** Opening Listed records block **
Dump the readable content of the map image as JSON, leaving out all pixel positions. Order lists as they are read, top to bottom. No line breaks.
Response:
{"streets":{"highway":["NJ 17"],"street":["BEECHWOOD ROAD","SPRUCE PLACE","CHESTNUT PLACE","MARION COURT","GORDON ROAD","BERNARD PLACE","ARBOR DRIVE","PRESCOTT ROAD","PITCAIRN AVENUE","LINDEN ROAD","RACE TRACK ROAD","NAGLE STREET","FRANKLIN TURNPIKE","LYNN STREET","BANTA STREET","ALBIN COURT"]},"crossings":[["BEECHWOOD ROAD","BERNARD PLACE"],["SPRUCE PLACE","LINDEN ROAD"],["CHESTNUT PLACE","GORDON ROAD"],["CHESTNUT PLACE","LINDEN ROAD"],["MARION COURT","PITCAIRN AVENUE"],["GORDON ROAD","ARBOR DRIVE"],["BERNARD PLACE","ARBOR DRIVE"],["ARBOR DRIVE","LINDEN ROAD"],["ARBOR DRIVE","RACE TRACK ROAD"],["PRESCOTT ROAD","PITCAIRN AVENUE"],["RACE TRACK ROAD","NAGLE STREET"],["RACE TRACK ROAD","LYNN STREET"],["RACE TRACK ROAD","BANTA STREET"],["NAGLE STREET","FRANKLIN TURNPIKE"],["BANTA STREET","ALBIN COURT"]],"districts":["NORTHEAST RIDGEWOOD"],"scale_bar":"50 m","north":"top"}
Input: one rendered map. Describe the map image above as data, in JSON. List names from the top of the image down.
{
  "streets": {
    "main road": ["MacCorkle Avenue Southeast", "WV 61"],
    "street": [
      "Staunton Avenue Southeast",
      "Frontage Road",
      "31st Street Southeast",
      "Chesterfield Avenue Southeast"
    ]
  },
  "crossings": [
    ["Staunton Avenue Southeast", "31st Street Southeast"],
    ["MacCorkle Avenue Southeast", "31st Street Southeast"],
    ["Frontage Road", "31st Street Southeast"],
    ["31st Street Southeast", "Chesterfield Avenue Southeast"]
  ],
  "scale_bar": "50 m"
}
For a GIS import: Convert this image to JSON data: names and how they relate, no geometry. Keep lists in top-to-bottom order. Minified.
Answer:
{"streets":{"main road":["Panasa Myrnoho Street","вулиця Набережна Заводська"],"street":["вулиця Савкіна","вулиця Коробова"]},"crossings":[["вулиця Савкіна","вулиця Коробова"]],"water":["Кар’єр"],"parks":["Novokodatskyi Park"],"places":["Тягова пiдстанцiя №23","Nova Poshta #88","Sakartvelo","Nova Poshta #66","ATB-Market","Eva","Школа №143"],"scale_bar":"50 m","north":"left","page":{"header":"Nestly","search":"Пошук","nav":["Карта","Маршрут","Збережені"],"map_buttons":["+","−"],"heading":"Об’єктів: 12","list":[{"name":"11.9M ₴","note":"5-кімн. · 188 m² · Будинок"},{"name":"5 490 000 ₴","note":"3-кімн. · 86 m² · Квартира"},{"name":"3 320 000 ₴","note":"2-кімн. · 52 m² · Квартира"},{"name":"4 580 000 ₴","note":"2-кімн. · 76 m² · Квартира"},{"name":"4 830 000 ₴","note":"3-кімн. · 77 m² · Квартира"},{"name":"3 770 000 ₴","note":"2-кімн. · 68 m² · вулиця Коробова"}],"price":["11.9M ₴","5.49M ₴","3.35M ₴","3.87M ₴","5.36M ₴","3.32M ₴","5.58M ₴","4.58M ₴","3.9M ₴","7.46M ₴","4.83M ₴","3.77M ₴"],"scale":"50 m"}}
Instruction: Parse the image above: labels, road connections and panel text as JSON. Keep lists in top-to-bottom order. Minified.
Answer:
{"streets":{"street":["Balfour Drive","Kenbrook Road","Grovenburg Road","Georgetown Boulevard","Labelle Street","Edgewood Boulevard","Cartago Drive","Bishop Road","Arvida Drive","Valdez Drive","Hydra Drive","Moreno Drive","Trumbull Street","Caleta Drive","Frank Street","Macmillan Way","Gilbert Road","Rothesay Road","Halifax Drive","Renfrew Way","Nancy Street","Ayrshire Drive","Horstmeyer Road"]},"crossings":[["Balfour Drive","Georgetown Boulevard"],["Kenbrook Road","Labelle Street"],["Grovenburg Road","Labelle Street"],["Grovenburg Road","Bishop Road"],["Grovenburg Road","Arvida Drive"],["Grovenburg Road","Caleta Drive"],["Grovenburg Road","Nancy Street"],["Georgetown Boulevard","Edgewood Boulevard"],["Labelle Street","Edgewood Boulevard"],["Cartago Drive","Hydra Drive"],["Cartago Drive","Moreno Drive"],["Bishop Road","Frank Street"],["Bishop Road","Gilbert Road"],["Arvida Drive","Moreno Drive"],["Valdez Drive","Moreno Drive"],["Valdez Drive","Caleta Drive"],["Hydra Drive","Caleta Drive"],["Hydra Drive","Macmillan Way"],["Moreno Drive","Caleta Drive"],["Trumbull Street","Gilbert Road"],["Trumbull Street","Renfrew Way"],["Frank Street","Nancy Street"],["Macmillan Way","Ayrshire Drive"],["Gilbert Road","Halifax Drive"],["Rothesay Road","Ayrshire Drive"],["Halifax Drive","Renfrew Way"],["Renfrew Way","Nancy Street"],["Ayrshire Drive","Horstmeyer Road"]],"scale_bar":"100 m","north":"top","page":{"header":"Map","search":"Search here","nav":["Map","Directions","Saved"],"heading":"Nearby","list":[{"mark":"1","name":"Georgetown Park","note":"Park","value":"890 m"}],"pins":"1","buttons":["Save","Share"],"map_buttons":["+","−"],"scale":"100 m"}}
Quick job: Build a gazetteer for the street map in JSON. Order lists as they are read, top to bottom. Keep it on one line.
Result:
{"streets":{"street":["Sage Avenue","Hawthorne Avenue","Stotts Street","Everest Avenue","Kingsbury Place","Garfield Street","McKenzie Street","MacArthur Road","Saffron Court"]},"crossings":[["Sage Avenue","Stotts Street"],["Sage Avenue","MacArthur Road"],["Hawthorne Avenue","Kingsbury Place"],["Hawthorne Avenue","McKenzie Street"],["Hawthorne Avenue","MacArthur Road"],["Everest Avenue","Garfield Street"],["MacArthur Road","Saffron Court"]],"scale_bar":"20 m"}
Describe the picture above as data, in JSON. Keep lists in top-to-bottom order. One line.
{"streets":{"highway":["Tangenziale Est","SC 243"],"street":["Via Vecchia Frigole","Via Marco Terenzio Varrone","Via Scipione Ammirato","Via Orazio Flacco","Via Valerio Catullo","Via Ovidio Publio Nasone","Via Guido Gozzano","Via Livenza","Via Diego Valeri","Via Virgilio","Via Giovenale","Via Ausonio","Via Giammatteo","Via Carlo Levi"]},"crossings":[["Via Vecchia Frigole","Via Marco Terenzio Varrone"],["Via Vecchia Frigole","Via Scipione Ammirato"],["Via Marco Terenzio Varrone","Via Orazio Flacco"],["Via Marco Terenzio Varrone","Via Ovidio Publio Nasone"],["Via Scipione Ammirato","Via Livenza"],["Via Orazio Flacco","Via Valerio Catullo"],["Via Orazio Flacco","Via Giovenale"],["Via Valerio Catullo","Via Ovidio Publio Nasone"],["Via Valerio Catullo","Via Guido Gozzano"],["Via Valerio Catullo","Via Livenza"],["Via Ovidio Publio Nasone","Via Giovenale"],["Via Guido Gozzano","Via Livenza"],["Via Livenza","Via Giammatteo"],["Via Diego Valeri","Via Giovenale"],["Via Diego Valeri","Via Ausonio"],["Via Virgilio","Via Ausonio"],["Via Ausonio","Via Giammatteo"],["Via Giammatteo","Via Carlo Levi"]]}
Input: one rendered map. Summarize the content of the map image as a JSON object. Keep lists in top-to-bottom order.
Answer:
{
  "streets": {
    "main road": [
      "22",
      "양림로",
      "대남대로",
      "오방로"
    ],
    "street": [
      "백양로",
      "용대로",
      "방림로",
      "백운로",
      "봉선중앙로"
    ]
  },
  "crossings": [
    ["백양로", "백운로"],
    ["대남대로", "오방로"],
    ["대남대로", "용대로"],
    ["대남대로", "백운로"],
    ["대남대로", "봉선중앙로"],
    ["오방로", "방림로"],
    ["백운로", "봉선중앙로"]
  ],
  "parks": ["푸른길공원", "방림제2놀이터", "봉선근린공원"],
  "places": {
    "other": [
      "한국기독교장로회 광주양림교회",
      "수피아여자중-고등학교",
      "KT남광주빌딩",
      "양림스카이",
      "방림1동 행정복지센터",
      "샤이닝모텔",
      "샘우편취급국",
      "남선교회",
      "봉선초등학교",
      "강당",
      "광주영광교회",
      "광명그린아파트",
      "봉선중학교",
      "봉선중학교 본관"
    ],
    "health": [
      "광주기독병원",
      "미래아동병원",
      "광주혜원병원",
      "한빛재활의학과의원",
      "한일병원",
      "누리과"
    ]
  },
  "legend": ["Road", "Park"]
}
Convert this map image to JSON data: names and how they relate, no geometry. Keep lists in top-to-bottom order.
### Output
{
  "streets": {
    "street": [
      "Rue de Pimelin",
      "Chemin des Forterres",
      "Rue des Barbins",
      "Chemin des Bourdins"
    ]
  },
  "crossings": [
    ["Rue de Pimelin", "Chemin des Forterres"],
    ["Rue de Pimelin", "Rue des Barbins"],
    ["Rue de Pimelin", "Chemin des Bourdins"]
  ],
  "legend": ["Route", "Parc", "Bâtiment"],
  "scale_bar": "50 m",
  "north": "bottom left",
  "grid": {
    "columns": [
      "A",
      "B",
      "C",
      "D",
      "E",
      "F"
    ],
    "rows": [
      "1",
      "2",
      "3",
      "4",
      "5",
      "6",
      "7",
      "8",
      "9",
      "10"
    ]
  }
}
** Closing Listed records block **
> **Task objective**
Only lines that contain "Pimelin" are needed, so copy each of them from the data.

> **Problem solution**
      "Rue de Pimelin",
    ["Rue de Pimelin", "Chemin des Forterres"],
    ["Rue de Pimelin", "Rue des Barbins"],
    ["Rue de Pimelin", "Chemin des Bourdins"]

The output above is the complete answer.